*Exercise*. Restate all of the entries exactly, dropping any pictures they hold.

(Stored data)
________________________________________
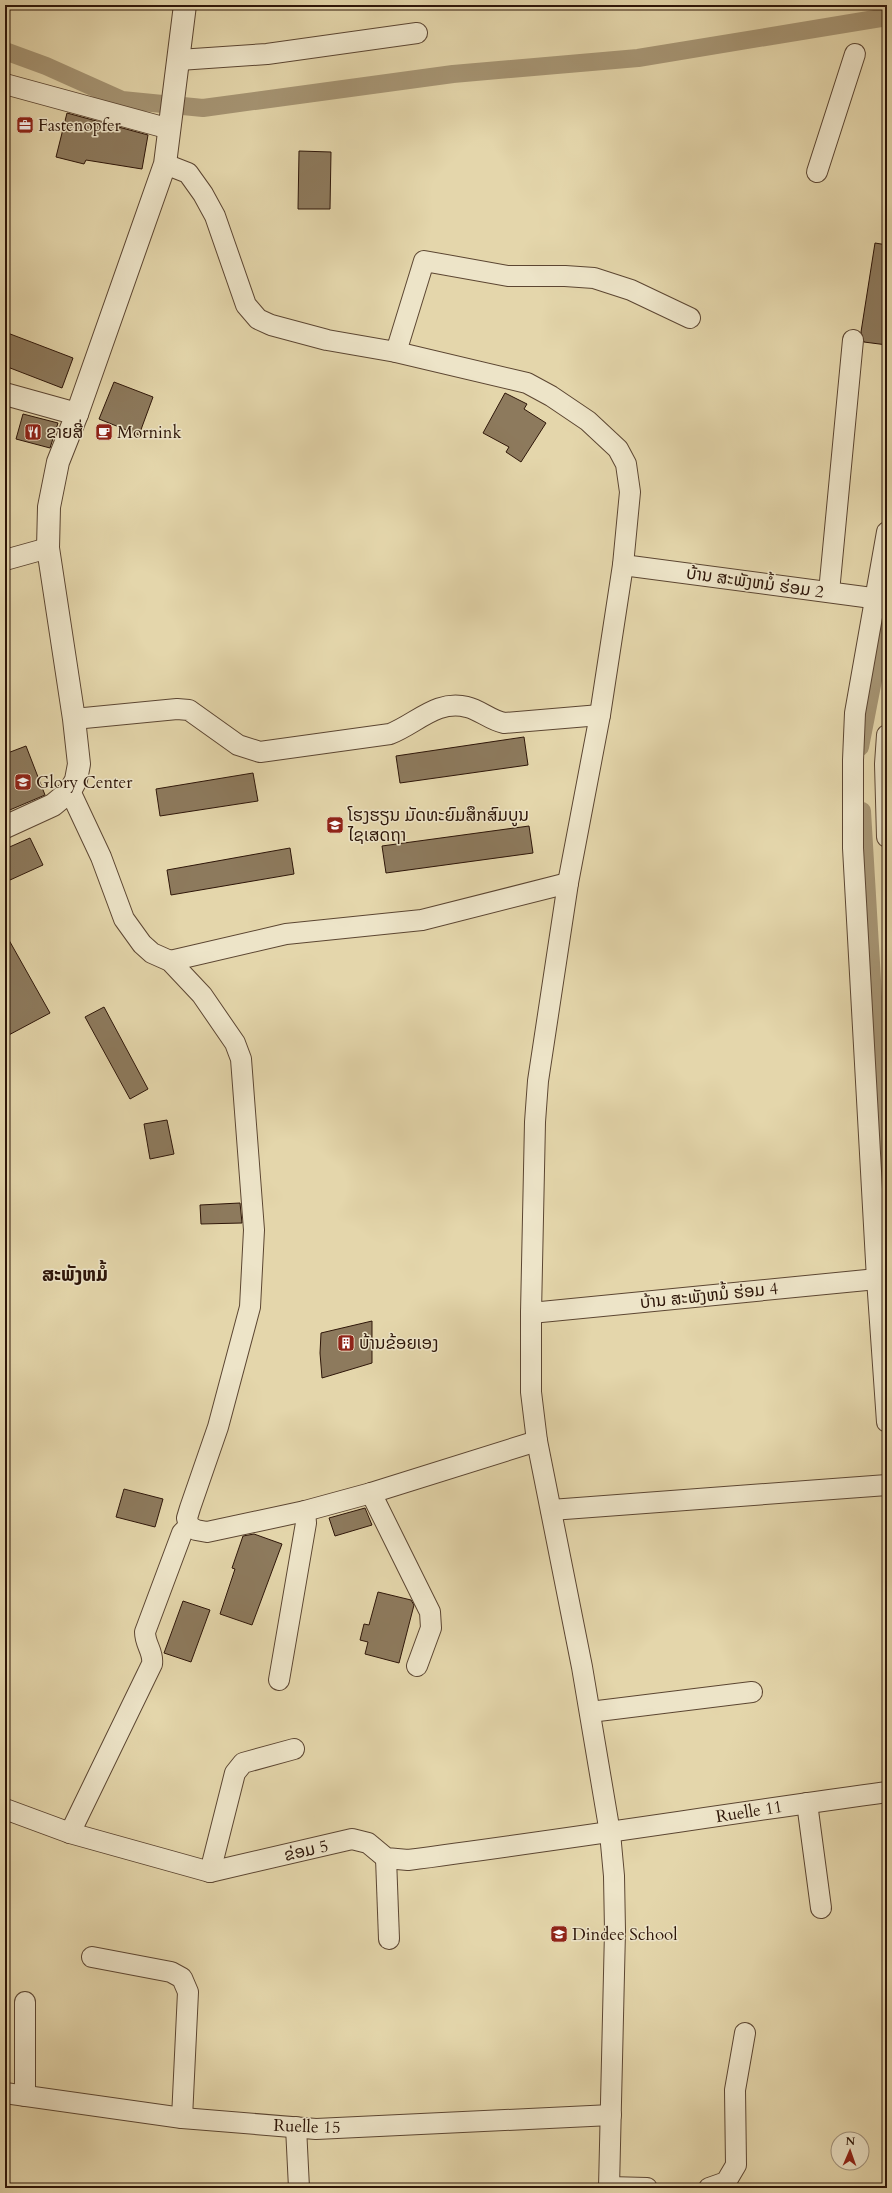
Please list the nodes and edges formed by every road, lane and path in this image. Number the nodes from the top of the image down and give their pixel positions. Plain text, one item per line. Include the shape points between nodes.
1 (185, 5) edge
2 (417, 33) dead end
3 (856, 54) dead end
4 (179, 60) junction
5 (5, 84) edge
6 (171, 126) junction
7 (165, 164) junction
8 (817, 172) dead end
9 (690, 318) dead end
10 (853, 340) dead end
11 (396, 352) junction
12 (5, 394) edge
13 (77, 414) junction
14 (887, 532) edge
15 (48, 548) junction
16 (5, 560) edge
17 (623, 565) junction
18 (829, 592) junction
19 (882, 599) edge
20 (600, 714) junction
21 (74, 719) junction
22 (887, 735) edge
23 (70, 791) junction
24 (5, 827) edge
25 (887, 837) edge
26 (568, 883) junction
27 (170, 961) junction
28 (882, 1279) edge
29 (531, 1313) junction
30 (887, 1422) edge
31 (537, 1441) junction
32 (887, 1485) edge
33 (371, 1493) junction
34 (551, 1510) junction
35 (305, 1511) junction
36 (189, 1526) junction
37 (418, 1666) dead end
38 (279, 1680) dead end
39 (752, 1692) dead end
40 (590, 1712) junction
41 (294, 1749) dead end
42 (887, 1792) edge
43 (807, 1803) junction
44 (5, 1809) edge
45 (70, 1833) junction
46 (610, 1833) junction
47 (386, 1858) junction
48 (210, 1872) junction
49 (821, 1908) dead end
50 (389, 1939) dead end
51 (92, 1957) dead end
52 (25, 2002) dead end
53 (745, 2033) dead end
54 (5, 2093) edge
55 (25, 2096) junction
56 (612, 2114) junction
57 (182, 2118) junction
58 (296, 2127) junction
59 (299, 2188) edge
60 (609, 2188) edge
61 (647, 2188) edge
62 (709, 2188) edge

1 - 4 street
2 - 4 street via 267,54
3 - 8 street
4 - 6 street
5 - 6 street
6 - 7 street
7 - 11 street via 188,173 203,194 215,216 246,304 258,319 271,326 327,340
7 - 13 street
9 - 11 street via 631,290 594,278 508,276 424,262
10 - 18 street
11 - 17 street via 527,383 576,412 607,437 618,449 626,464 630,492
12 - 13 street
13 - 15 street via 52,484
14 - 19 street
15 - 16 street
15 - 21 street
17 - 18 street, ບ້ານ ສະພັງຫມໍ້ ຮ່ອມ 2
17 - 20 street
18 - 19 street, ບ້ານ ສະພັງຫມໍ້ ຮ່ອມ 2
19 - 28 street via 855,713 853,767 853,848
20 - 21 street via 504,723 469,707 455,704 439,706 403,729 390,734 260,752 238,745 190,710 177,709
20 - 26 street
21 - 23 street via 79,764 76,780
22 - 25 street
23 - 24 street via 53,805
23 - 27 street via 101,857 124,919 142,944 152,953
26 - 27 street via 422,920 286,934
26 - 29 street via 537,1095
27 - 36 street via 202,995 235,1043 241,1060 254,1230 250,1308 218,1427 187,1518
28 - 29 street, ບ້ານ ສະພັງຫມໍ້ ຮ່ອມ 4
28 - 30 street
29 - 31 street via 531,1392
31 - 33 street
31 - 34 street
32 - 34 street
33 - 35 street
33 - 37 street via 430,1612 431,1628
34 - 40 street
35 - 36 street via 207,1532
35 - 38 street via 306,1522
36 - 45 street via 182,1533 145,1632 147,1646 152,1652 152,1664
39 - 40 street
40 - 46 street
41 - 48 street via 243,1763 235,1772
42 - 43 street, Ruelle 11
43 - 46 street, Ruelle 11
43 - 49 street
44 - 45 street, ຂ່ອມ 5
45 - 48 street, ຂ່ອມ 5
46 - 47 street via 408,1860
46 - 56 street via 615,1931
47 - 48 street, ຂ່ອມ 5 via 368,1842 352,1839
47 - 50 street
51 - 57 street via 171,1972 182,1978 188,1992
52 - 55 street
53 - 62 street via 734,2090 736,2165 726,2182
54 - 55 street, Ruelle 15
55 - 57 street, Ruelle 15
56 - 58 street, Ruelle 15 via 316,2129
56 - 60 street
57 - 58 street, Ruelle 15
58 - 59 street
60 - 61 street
________________________________________
*Solution for this task*.
Please list the nodes and edges formed by every road, lane and path in this image. Number the nodes from the top of the image down and give their pixel positions. Plain text, one item per line. Include the shape points between nodes.
1 (185, 5) edge
2 (417, 33) dead end
3 (856, 54) dead end
4 (179, 60) junction
5 (5, 84) edge
6 (171, 126) junction
7 (165, 164) junction
8 (817, 172) dead end
9 (690, 318) dead end
10 (853, 340) dead end
11 (396, 352) junction
12 (5, 394) edge
13 (77, 414) junction
14 (887, 532) edge
15 (48, 548) junction
16 (5, 560) edge
17 (623, 565) junction
18 (829, 592) junction
19 (882, 599) edge
20 (600, 714) junction
21 (74, 719) junction
22 (887, 735) edge
23 (70, 791) junction
24 (5, 827) edge
25 (887, 837) edge
26 (568, 883) junction
27 (170, 961) junction
28 (882, 1279) edge
29 (531, 1313) junction
30 (887, 1422) edge
31 (537, 1441) junction
32 (887, 1485) edge
33 (371, 1493) junction
34 (551, 1510) junction
35 (305, 1511) junction
36 (189, 1526) junction
37 (418, 1666) dead end
38 (279, 1680) dead end
39 (752, 1692) dead end
40 (590, 1712) junction
41 (294, 1749) dead end
42 (887, 1792) edge
43 (807, 1803) junction
44 (5, 1809) edge
45 (70, 1833) junction
46 (610, 1833) junction
47 (386, 1858) junction
48 (210, 1872) junction
49 (821, 1908) dead end
50 (389, 1939) dead end
51 (92, 1957) dead end
52 (25, 2002) dead end
53 (745, 2033) dead end
54 (5, 2093) edge
55 (25, 2096) junction
56 (612, 2114) junction
57 (182, 2118) junction
58 (296, 2127) junction
59 (299, 2188) edge
60 (609, 2188) edge
61 (647, 2188) edge
62 (709, 2188) edge

1 - 4 street
2 - 4 street via 267,54
3 - 8 street
4 - 6 street
5 - 6 street
6 - 7 street
7 - 11 street via 188,173 203,194 215,216 246,304 258,319 271,326 327,340
7 - 13 street
9 - 11 street via 631,290 594,278 508,276 424,262
10 - 18 street
11 - 17 street via 527,383 576,412 607,437 618,449 626,464 630,492
12 - 13 street
13 - 15 street via 52,484
14 - 19 street
15 - 16 street
15 - 21 street
17 - 18 street, ບ້ານ ສະພັງຫມໍ້ ຮ່ອມ 2
17 - 20 street
18 - 19 street, ບ້ານ ສະພັງຫມໍ້ ຮ່ອມ 2
19 - 28 street via 855,713 853,767 853,848
20 - 21 street via 504,723 469,707 455,704 439,706 403,729 390,734 260,752 238,745 190,710 177,709
20 - 26 street
21 - 23 street via 79,764 76,780
22 - 25 street
23 - 24 street via 53,805
23 - 27 street via 101,857 124,919 142,944 152,953
26 - 27 street via 422,920 286,934
26 - 29 street via 537,1095
27 - 36 street via 202,995 235,1043 241,1060 254,1230 250,1308 218,1427 187,1518
28 - 29 street, ບ້ານ ສະພັງຫມໍ້ ຮ່ອມ 4
28 - 30 street
29 - 31 street via 531,1392
31 - 33 street
31 - 34 street
32 - 34 street
33 - 35 street
33 - 37 street via 430,1612 431,1628
34 - 40 street
35 - 36 street via 207,1532
35 - 38 street via 306,1522
36 - 45 street via 182,1533 145,1632 147,1646 152,1652 152,1664
39 - 40 street
40 - 46 street
41 - 48 street via 243,1763 235,1772
42 - 43 street, Ruelle 11
43 - 46 street, Ruelle 11
43 - 49 street
44 - 45 street, ຂ່ອມ 5
45 - 48 street, ຂ່ອມ 5
46 - 47 street via 408,1860
46 - 56 street via 615,1931
47 - 48 street, ຂ່ອມ 5 via 368,1842 352,1839
47 - 50 street
51 - 57 street via 171,1972 182,1978 188,1992
52 - 55 street
53 - 62 street via 734,2090 736,2165 726,2182
54 - 55 street, Ruelle 15
55 - 57 street, Ruelle 15
56 - 58 street, Ruelle 15 via 316,2129
56 - 60 street
57 - 58 street, Ruelle 15
58 - 59 street
60 - 61 street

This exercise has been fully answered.